Holtom, of Carp, Ontario and Lally, of Dacula, Ga., completed 81 laps of the 2.258-mile circuit and won by under four seconds over 30 Asian and European-built cars in the Sport Touring class.

The Cobalt SS Supercharged is the only American-built car in the field.

“We’re racing against BMW, Mazda and Acura teams with years of experience with their products,” Wasmer added. “We’re the new kids on the block and although we know we’re not going to dominate anything, we’re happy to know we can win our share.”

Finishing 11th in class was the Franklin American Mortgage Cobalt driven by Tom Lepper, Benecia, Calif., and owner Bo Roach, Tulsa, Okla. Fourteenth were Delphi engineer Ed Magner, Grand Blanc, Mich., and Georgian Bay Motorsports team owner Jim Holtom – Jamie’s father.

Two newcomers to the series, Canadians Matt Champagne and Frank Launi, finished 25th in their first major professional race.

All three of the other Cobalt SS Supercharged cars would have finished on the lead lap, but for the bad luck of a full course caution that put them down a lap. The faster GS-class leader had just lapped them when an accident caused the full course caution.

“Those three cars were turning race laps every bit as fast as the car driven by Jamie and Andy,” added Wasmer. “The fact they finished much lower is not related to the performance of their cars or driver abilities.”

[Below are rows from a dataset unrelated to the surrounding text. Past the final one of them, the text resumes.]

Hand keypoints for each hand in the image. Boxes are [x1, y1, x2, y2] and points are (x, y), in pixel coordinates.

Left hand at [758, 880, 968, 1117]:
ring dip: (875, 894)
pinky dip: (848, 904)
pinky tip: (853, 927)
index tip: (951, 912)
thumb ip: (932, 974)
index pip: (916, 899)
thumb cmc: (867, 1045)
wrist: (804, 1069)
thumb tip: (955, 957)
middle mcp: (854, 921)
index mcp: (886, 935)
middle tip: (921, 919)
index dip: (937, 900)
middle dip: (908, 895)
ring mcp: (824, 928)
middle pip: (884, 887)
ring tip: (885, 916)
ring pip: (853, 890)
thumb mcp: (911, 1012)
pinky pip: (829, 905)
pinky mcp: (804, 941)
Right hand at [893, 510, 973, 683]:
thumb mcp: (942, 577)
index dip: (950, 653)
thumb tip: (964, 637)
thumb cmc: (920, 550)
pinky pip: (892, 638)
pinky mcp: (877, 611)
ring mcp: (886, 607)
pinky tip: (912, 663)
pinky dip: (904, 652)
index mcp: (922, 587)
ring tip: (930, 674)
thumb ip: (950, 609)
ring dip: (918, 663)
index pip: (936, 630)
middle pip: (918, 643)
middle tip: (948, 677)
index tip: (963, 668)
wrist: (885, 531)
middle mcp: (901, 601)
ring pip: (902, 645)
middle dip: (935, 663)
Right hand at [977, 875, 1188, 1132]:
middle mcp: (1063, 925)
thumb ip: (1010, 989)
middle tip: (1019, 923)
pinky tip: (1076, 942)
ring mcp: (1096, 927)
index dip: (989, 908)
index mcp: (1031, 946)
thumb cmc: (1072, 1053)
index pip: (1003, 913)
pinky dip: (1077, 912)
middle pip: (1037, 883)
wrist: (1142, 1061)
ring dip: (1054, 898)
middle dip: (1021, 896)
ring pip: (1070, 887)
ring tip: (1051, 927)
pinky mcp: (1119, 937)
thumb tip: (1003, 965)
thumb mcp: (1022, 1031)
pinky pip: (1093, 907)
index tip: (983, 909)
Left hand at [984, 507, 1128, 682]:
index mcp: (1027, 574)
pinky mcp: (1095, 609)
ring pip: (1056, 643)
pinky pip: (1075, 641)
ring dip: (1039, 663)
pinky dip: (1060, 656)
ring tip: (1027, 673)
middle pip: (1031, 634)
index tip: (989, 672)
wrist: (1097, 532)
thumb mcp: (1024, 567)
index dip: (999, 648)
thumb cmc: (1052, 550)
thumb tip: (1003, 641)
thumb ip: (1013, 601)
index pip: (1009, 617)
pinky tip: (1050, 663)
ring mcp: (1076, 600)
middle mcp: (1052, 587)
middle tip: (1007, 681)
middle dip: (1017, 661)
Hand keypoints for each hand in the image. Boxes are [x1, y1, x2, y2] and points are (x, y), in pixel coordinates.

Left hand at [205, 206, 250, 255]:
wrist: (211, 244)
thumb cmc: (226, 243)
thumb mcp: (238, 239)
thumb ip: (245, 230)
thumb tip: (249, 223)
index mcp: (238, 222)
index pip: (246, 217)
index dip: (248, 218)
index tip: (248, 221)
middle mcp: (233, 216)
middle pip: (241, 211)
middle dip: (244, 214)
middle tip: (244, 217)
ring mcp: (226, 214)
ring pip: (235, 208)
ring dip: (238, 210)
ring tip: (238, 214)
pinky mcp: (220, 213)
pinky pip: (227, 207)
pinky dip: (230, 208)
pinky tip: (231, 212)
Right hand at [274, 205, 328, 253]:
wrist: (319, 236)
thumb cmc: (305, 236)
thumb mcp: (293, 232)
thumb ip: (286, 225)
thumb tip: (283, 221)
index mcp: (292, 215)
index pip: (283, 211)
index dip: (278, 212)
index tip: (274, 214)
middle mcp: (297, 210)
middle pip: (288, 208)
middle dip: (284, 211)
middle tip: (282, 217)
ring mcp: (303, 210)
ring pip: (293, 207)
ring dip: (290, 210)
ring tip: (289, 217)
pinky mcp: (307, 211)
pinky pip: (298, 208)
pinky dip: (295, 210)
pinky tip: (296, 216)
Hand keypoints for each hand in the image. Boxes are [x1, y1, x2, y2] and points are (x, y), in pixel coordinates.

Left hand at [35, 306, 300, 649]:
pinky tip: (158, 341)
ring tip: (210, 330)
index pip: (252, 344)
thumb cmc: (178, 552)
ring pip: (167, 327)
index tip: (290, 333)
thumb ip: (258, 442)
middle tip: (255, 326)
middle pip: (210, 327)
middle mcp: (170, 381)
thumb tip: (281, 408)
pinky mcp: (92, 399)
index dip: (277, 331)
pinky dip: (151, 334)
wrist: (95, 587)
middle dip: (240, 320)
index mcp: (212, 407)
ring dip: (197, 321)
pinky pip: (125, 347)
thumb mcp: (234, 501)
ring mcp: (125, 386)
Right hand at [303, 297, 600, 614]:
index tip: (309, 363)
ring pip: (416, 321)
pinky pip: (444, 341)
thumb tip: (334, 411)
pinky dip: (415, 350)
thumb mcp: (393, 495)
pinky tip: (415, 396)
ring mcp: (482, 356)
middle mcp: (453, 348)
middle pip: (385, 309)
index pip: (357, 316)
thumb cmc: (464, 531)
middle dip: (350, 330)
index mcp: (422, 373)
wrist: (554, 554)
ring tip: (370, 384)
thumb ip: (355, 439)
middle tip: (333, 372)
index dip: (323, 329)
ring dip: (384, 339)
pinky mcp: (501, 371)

Featuring a 2.0 liter GM ECOTEC supercharged engine generating 205 horsepower, the Cobalt SS Supercharged is the creation of the GM Performance Division and its director of High Performance Vehicle Operations, John Heinricy.

In 2004, the Performance Division debuted the 205hp Saturn ION Red Line and the 400hp Cadillac CTS-V. The Division’s 2006 lineup will be joined by the 395hp Chevrolet Trailblazer SS and two upgraded Cadillacs – the 433hp XLR-V and the 469hp STS-V.

Mid-Ohio’s race was televised for delayed broadcast Saturday, Sept. 17 at noon ET on SPEED TV.